I'm not really sure what to make of The Hundred Thousand Kingdoms by N.K. Jemisin, but then, I've not been sure of what to make of a lot of my reading of late.
I've been going through something of a fantasy period in anticipation of writing that flipping fantasy novel which has been kicking around in the back of my mind for the better part of the last decade. This has proven problematic; fantasy isn't my favourite genre. In fact, I'd say it's been relegated out of the top flight of my preferred reading material, replaced by factual history. Although the occasional novel or series - The Kingkiller Chronicles, A Song of Ice and Fire, The Liveship Traders - transcends my expectations of fantasy, the genre still feels too safe, too conservative, too rooted in looking back at what made it great in the first place and failing, therefore, to push on with fresh ideas and innovations.
In the past week I also completed Kraken by perennial favourite China Miéville. By his usual standards I found it to be below par. His ideas were, as ever, boundary-pushing and packed with life, but they found themselves struggling to stay afloat in the book's uneven flow of pacing. It was doubly disappointing because the opening hundred pages or so set up the book so well.
So it was against a disappointed background and limited expectations that I came to The Hundred Thousand Kingdoms, the first book in N.K. Jemisin's Inheritance Trilogy.
I'll confess to knowing nothing of Jemisin's work before picking up The Hundred Thousand Kingdoms, and until I looked the book up I hadn't even been aware it had been shortlisted for the Hugo Award for Best Novel in 2011 (a fact I really should have been aware of, given my habitual reading of the shortlists on a year-on-year basis).

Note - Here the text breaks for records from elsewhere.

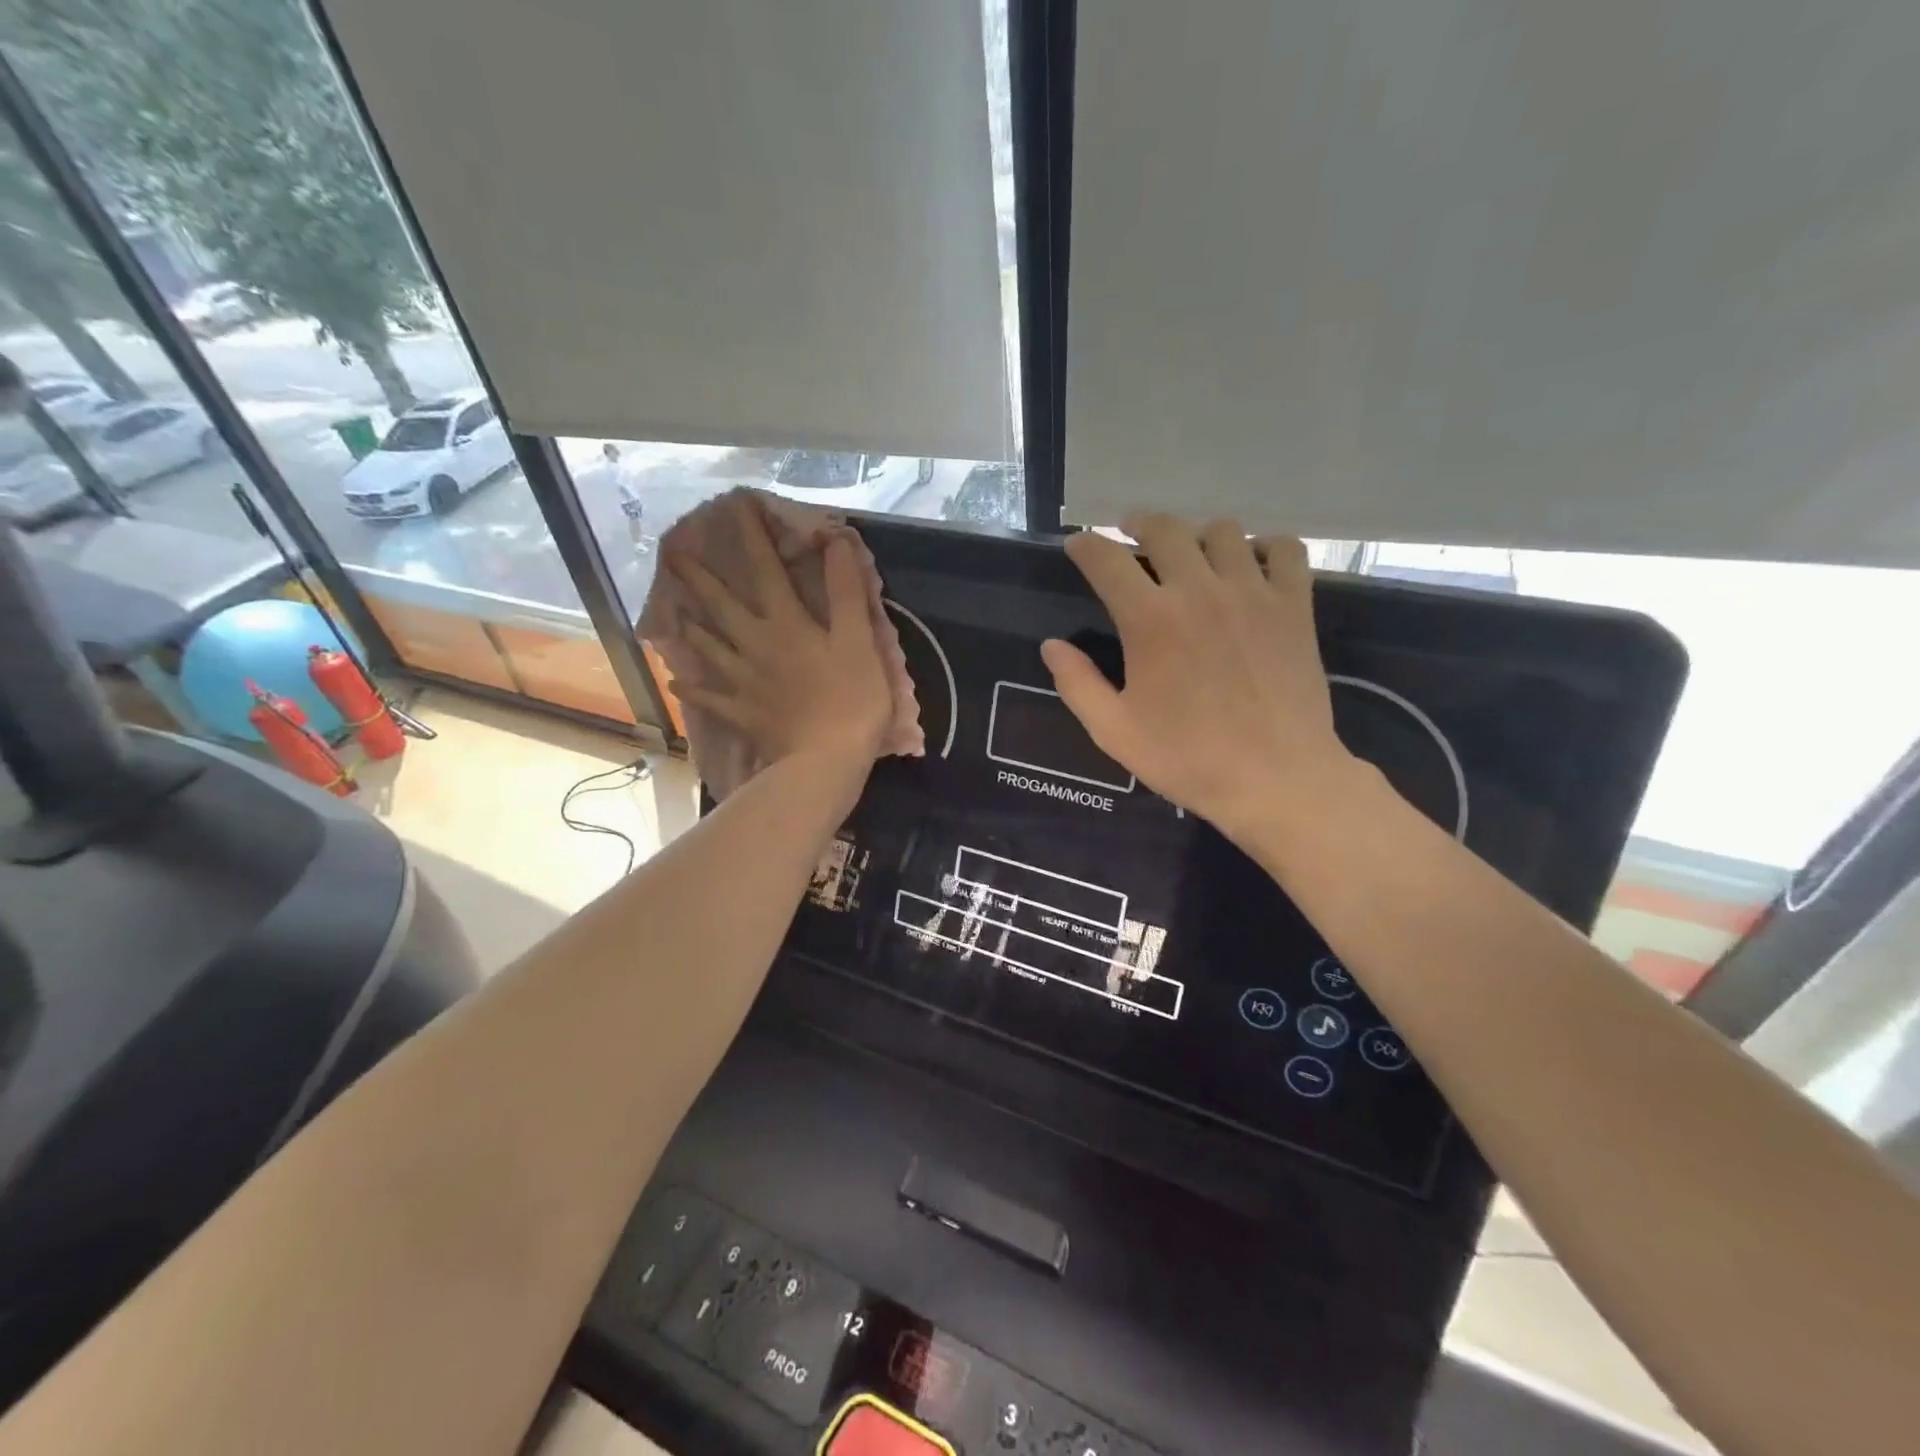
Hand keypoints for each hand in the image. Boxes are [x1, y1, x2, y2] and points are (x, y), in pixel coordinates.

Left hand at [666, 494, 891, 768]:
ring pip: (707, 647)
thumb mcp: (858, 641)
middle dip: (698, 576)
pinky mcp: (740, 713)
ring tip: (673, 611)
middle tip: (671, 553)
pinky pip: (708, 697)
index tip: (733, 505)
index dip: (750, 535)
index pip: (765, 568)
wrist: (823, 762)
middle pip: (720, 604)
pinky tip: (675, 680)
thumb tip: (833, 540)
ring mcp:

All I knew of her came from my peripheral awareness of a controversy with the SFWA over the summer. In some ways, going into something without expectations is the best way to approach a new writer and a new series.
The Hundred Thousand Kingdoms sees the first-person narrator, Yeine, summoned to the city of Sky following the mysterious death of her mother. Once there, she finds herself named as a potential heir to the throne. So far, so clichéd, and nothing to shake me from my usual fantasy 'seen it all before' attitude.
But after a while, I started to pick up on a few things. Sky is an interesting place in and of itself - 'a palace above the clouds where the lives of gods and mortals intertwine', according to the blurb, an assessment which is difficult to disagree with on a purely factual level - but Jemisin's treatment of it renders it an excellent setting. It takes a page or two, but a sense of wonder feel starts to set in in relation to Sky, all down to Jemisin's subtle handling of the place.
More interesting, though, is her treatment of characters. Yeine is no damsel in distress, and nor is she a classic Amazon. She's vulnerable, but strong. She has her failings, gives in to temptations she shouldn't allow to overcome her, makes reckless decisions, makes mistakes. In short, she's beautifully human, as are the surrounding cast of characters. The interactions are fascinating and compelling.
And really, that's what lies at the heart of The Hundred Thousand Kingdoms: the characters and their interactions. They form the driving force behind everything that goes on. The pseudo-realpolitik which underpins the mortal element of the plot pales in comparison. Far too many other writers get so caught up in events that they forget about the characters. In keeping the scale relatively small - there's no grand cast of characters, no sub-plots to get distracted by - Jemisin succeeds where so many others fail. I'll confess to being in love with how she treated this side of the book.
I'm much less in love with another side of the novel, though: the writing itself.
This is where my confusion comes in, and why I'm not sure how I feel about the book as a whole. Although Jemisin has created a superb, believable world full of incredibly human characters, she doesn't seem to have quite worked out where she's pitching the writing. For much of the book it feels like a young adult novel, albeit one that's well written. In a book so full of complex adult storylines, the writing feels almost at odds with the story. Then there are the occasional moments where the writing does get adult, and these feel out of place whilst being completely fitting. To top it all off, the language of the book is almost virtually clean and then out of nowhere someone says 'c**t'. It's jarring and offputting - I can deal with strong language (goodness knows my own writing's hardly clean) but it has its place and this wasn't it, not in an otherwise clean context.
So there we have it. I'm not sure what to make of a book packed with brilliance because it feels like its writing lets it down. Whether I'll pick up the second in the series - bearing in mind how complete volume one feels - is touch and go. If I do, it'll be for the ideas that subvert so many fantasy clichés and do just what other pieces of work determinedly won't.